This problem is not even documented in the README or in package documentation.

dolmen avatar Apr 28 '20 10:04 dolmen

I agree that this package is not 100% compliant with the spec, but not for this reason. The section from the spec you're quoting:

This string SHOULD be a valid regular expression, according to the ECMA 262 regular expression dialect.

I interpret the use of the word SHOULD in the above sentence to mean that both json schema implementers and spec authors SHOULD aim for ECMA-262. If fully implementing ECMA-262 were required to be considered part of the spec, I would expect the above sentence to use MUST instead of SHOULD.

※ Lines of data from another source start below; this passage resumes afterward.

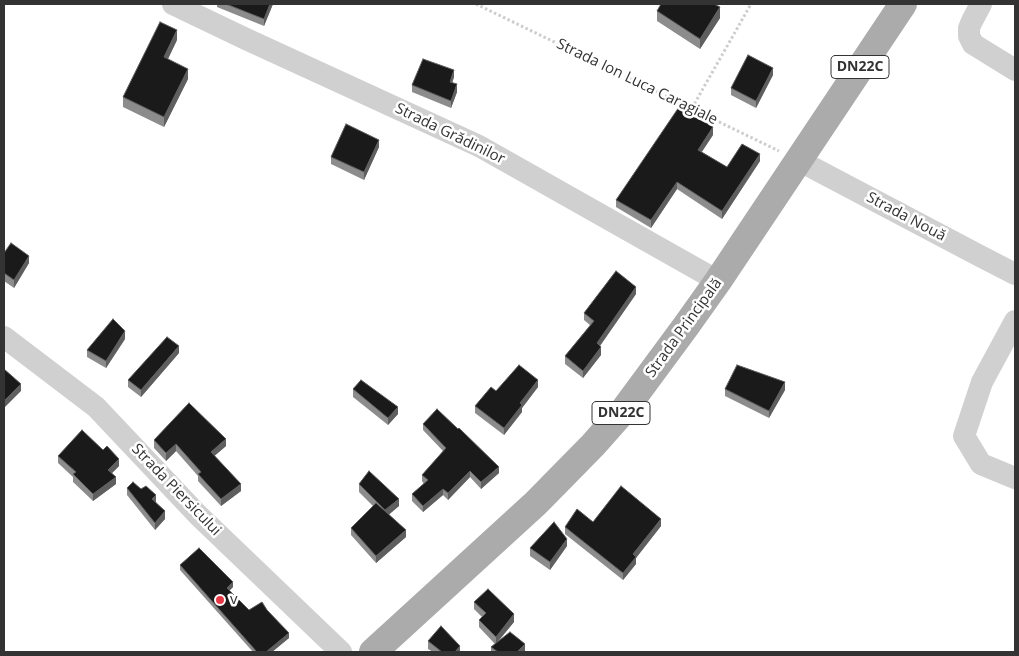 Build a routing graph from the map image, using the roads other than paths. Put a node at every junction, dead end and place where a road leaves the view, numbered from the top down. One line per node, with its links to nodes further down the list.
1 (173, 4): 7 (street, Strada Grădinilor)
2 (903, 4): 5 (main road, Strada Principală / DN22C)
3 (976, 12): 4 (street)
4 (1015, 70)
5 (798, 160): 6 (street, Strada Nouă); 7 (main road, Strada Principală / DN22C)
6 (1015, 274)
7 (718, 281): 12 (main road, Strada Principală / DN22C)
8 (1015, 321): 10 (street)
9 (4, 337): 11 (street, Strada Piersicului)
10 (1015, 478)
11 (341, 652)
12 (373, 652) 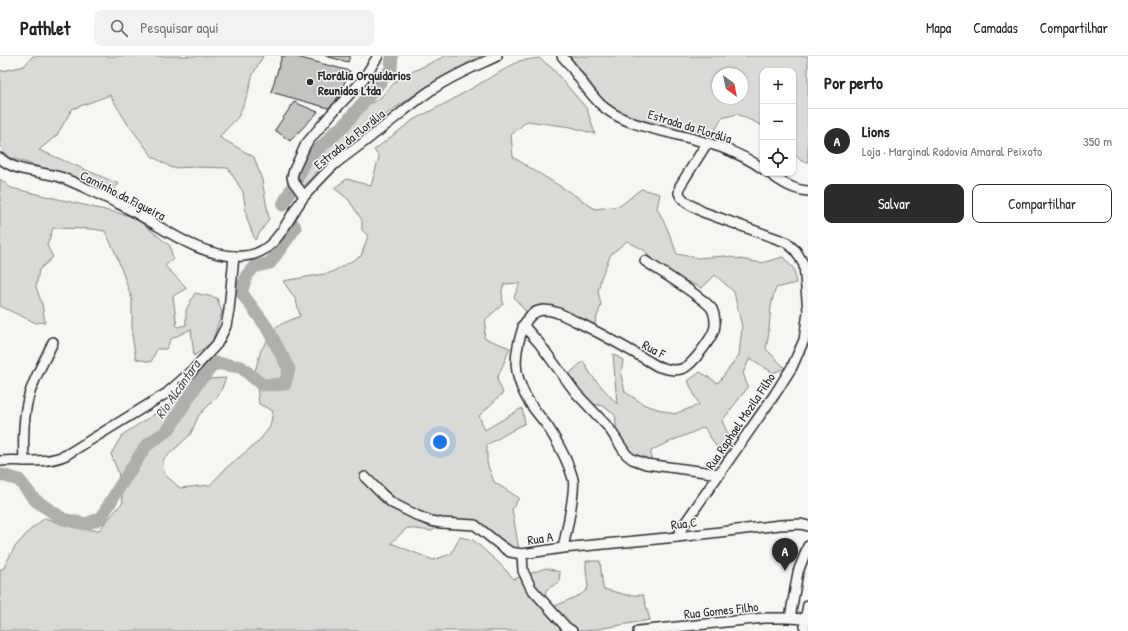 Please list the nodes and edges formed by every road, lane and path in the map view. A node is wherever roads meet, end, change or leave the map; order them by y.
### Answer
1 (378, 56) edge
2 (497, 56) edge
3 (562, 56) edge
4 (707, 143) junction
5 (0, 158) edge
6 (760, 167) edge
7 (774, 176) edge
8 (808, 191) edge
9 (304, 196) junction
10 (234, 256) junction
11 (645, 261) dead end
12 (808, 312) edge
13 (523, 325) junction
14 (53, 342) dead end
15 (0, 461) edge
16 (24, 461) junction
17 (720, 474) junction
18 (365, 478) dead end
19 (808, 526) edge
20 (677, 537) junction
21 (808, 546) edge
22 (564, 548) junction
23 (522, 554) junction
24 (808, 605) edge
25 (790, 618) junction
26 (805, 619) junction
27 (572, 631) edge
28 (639, 631) edge
29 (805, 631) edge

1 - 9 street
2 - 9 street, Estrada da Florália
3 - 4 street, Estrada da Florália
4 - 6 street, Estrada da Florália
4 - 12 street, Rua Raphael Mozila Filho
5 - 10 street, Caminho da Figueira
7 - 8 street
9 - 10 street, Estrada da Florália
10 - 16 street
11 - 13 street, Rua F
12 - 17 street, Rua Raphael Mozila Filho
13 - 17 street
13 - 22 street
14 - 16 street
15 - 16 street
17 - 20 street, Rua Raphael Mozila Filho
18 - 23 street
19 - 20 street, Rua C
20 - 22 street, Rua C
21 - 25 street
22 - 23 street, Rua A
23 - 27 street
24 - 26 street
25 - 26 street, Rua Gomes Filho
25 - 28 street, Rua Gomes Filho
26 - 29 street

Doing a full ECMA-262 spec implementation would require an extra import that isn't in the go standard library. We haven't had anyone ask for it yet, and I prefer to stick to standard library imports whenever possible, but if this is a major sticking point for people using this package, I'd be happy to talk through it.

This problem is not even documented in the README or in package documentation.

We'd gladly accept a pull request that documents the difference in regex parsing.

b5 avatar Apr 28 '20 22:04 b5

Yeah, regexes are a bit of an interoperability nightmare. As an example, you'll note that . (dot) is not included in that list of tokens that people should limit themselves to, yet it's one of the most commonly used regex tokens.

There's no great solution, the language in the spec is intended to indicate that JSON Schema inherits the same interoperability problems, and we pick one recommended standard with the understanding that none of the standards are universally supported.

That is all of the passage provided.